• _Input for this task_:

= = =

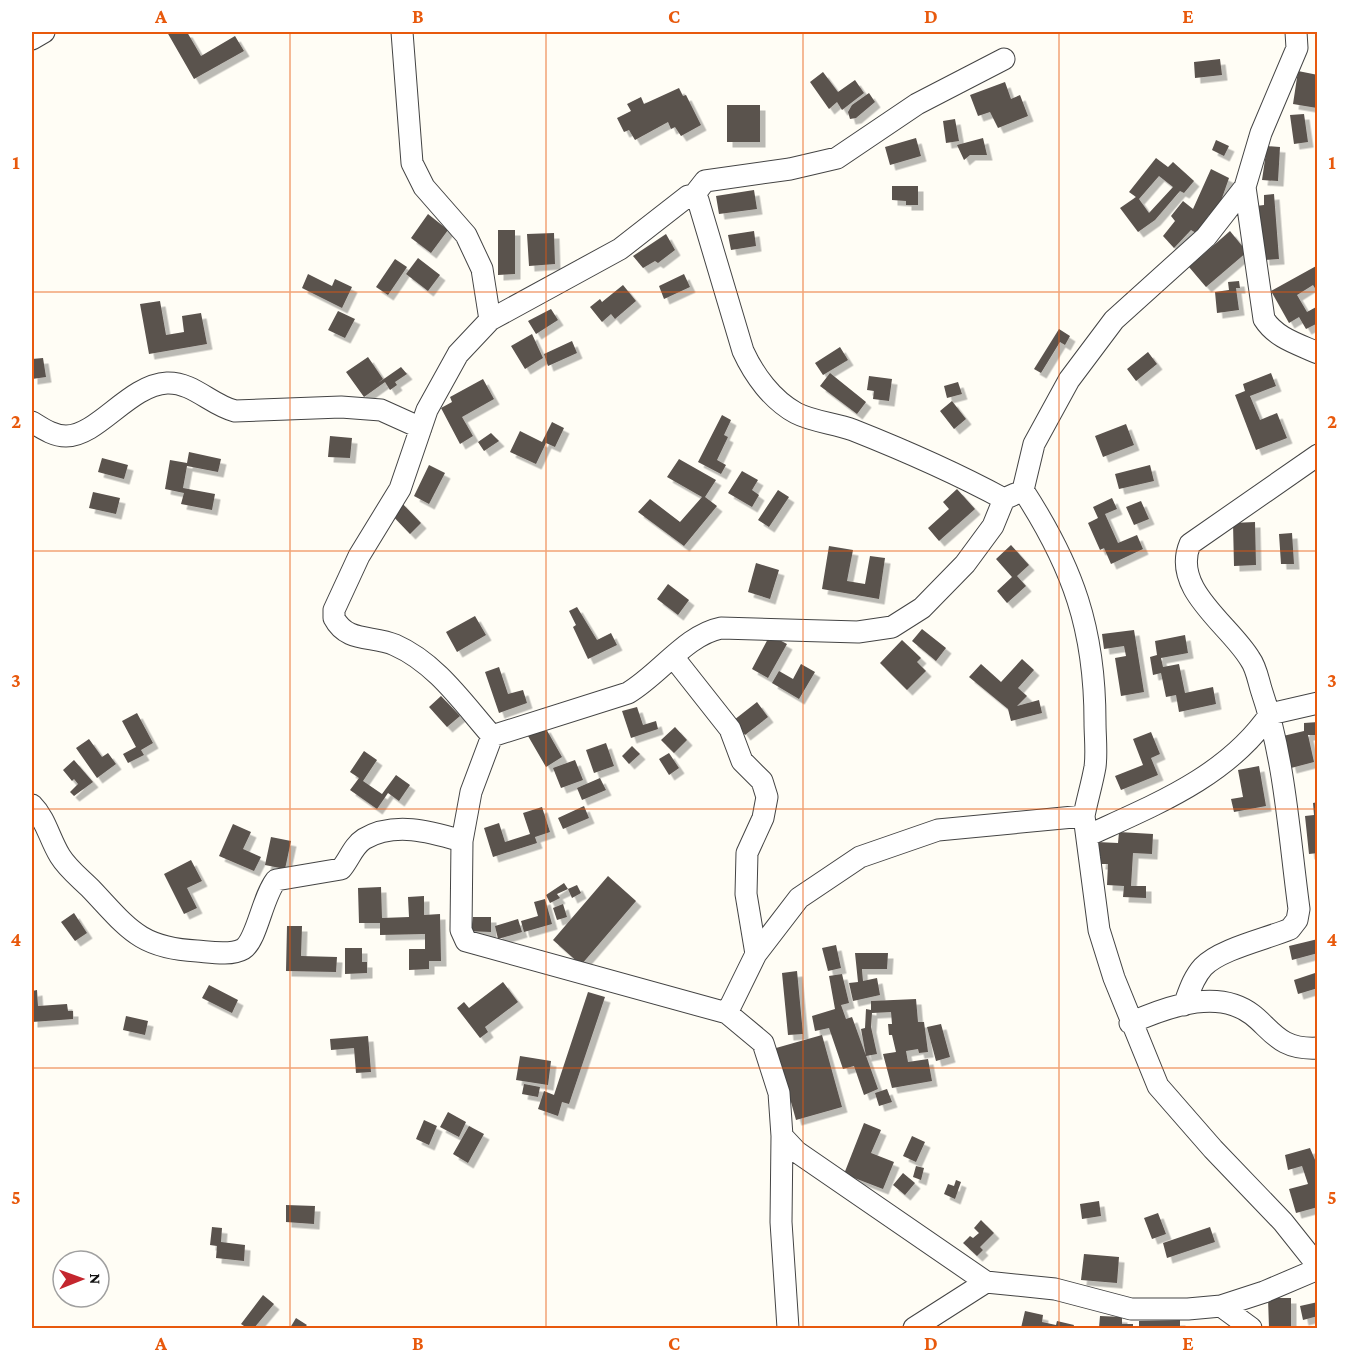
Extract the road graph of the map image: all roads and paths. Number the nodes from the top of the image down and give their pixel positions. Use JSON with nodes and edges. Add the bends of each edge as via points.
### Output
{"nodes":[{"id":1,"x":44,"y":32,"type":"edge"},
{"id":2,"x":402,"y":32,"type":"edge"},
{"id":3,"x":1301,"y":37,"type":"edge"},
{"id":4,"x":32,"y":39,"type":"edge"},
{"id":5,"x":1004,"y":59,"type":"dead end"},
{"id":6,"x":1245,"y":186,"type":"junction"},
{"id":7,"x":694,"y":195,"type":"junction"},
{"id":8,"x":490,"y":320,"type":"junction"},
{"id":9,"x":1317,"y":353,"type":"edge"},
{"id":10,"x":32,"y":422,"type":"edge"},
{"id":11,"x":421,"y":428,"type":"junction"},
{"id":12,"x":1317,"y":455,"type":"edge"},
{"id":13,"x":1014,"y":494,"type":"junction"},
{"id":14,"x":674,"y":658,"type":"junction"},
{"id":15,"x":1317,"y":703,"type":"edge"},
{"id":16,"x":1270,"y":714,"type":"junction"},
{"id":17,"x":492,"y":736,"type":"junction"},
{"id":18,"x":32,"y":805,"type":"edge"},
{"id":19,"x":1085,"y":826,"type":"junction"},
{"id":20,"x":462,"y":841,"type":"junction"},
{"id":21,"x":756,"y":954,"type":"junction"},
{"id":22,"x":1184,"y":1005,"type":"junction"},
{"id":23,"x":727,"y":1013,"type":"junction"},
{"id":24,"x":1130,"y":1023,"type":"junction"},
{"id":25,"x":1317,"y":1048,"type":"edge"},
{"id":26,"x":782,"y":1136,"type":"junction"},
{"id":27,"x":1317,"y":1267,"type":"edge"},
{"id":28,"x":986,"y":1282,"type":"junction"},
{"id":29,"x":1221,"y":1306,"type":"junction"},
{"id":30,"x":788,"y":1329,"type":"edge"},
{"id":31,"x":914,"y":1329,"type":"edge"},
{"id":32,"x":1251,"y":1329,"type":"edge"}],
"edges":[{"from":1,"to":4,"type":"street"},
{"from":2,"to":8,"type":"street","via":[[412,163],[424,187],[466,235],[482,269]]},
{"from":3,"to":6,"type":"street","via":[[1261,133]]},
{"from":5,"to":7,"type":"street","via":[[917,104],[837,158],[705,181]]},
{"from":6,"to":9,"type":"street","via":[[1264,319],[1283,337]]},
{"from":6,"to":13,"type":"street","via":[[1206,237],[1114,320],[1069,380],[1034,444]]},
{"from":7,"to":8,"type":"street","via":[[595,265]]},
{"from":7,"to":13,"type":"street","via":[[743,351],[775,397],[797,414],[835,423]]},
{"from":8,"to":11,"type":"street","via":[[458,354]]},
{"from":10,"to":11,"type":"street","via":[[53,434],[82,432],[149,387],[168,383],[187,386],[235,411],[371,409]]},
{"from":11,"to":17,"type":"street","via":[[400,489],[359,556],[334,618],[348,635],[394,645],[437,673]]},
{"from":12,"to":16,"type":"street","via":[[1190,544],[1185,556],[1187,573],[1196,592],[1251,659]]},
{"from":13,"to":14,"type":"street","via":[[965,564],[922,608],[892,627],[858,632],[722,628],[707,631]]},
{"from":13,"to":19,"type":"street","via":[[1052,535],[1088,631],[1095,688],[1095,766]]},
{"from":14,"to":17,"type":"street","via":[[628,693]]},
{"from":14,"to":21,"type":"street","via":[[730,729],[742,761],[762,781],[767,797],[763,818],[747,853],[746,894]]},
{"from":15,"to":16,"type":"street"},
{"from":16,"to":19,"type":"street","via":[[1254,737],[1221,766],[1162,801]]},
{"from":16,"to":22,"type":"street","via":[[1286,805],[1299,909],[1297,920],[1290,929],[1216,957],[1204,966]]},
{"from":17,"to":20,"type":"street","via":[[471,792]]},
{"from":18,"to":20,"type":"street","via":[[43,816],[52,844],[65,864],[124,926],[150,942],[189,951],[242,950],[251,941],[267,891],[276,880],[341,869],[364,840],[396,829],[431,832]]},
{"from":19,"to":21,"type":"street","via":[[938,830],[860,857],[799,898]]},
{"from":19,"to":24,"type":"street","via":[[1099,930]]},
{"from":20,"to":23,"type":"street","via":[[461,930],[466,941]]},
{"from":21,"to":23,"type":"street"},
{"from":22,"to":24,"type":"street"},
{"from":22,"to":25,"type":"street","via":[[1235,1005],[1288,1046]]},
{"from":23,"to":26,"type":"street","via":[[763,1043],[779,1093]]},
{"from":24,"to":27,"type":"street","via":[[1158,1086],[1283,1222]]},
{"from":26,"to":28,"type":"street","via":[[797,1152]]},
{"from":26,"to":30,"type":"street","via":[[781,1222]]},
{"from":27,"to":29,"type":"street","via":[[1264,1292]]},
{"from":28,"to":29,"type":"street","via":[[1055,1290],[1131,1309]]},
{"from":28,"to":31,"type":"street"},
{"from":29,"to":32,"type":"street"}]}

= = =

• _Description of the task_: All lines in the records above that contain "edges" are to be reported.

• _Answer section_:
Extract the road graph of the map image: all roads and paths. Number the nodes from the top of the image down and give their pixel positions. Use JSON with nodes and edges. Add the bends of each edge as via points.
"edges":[{"from":1,"to":4,"type":"street"},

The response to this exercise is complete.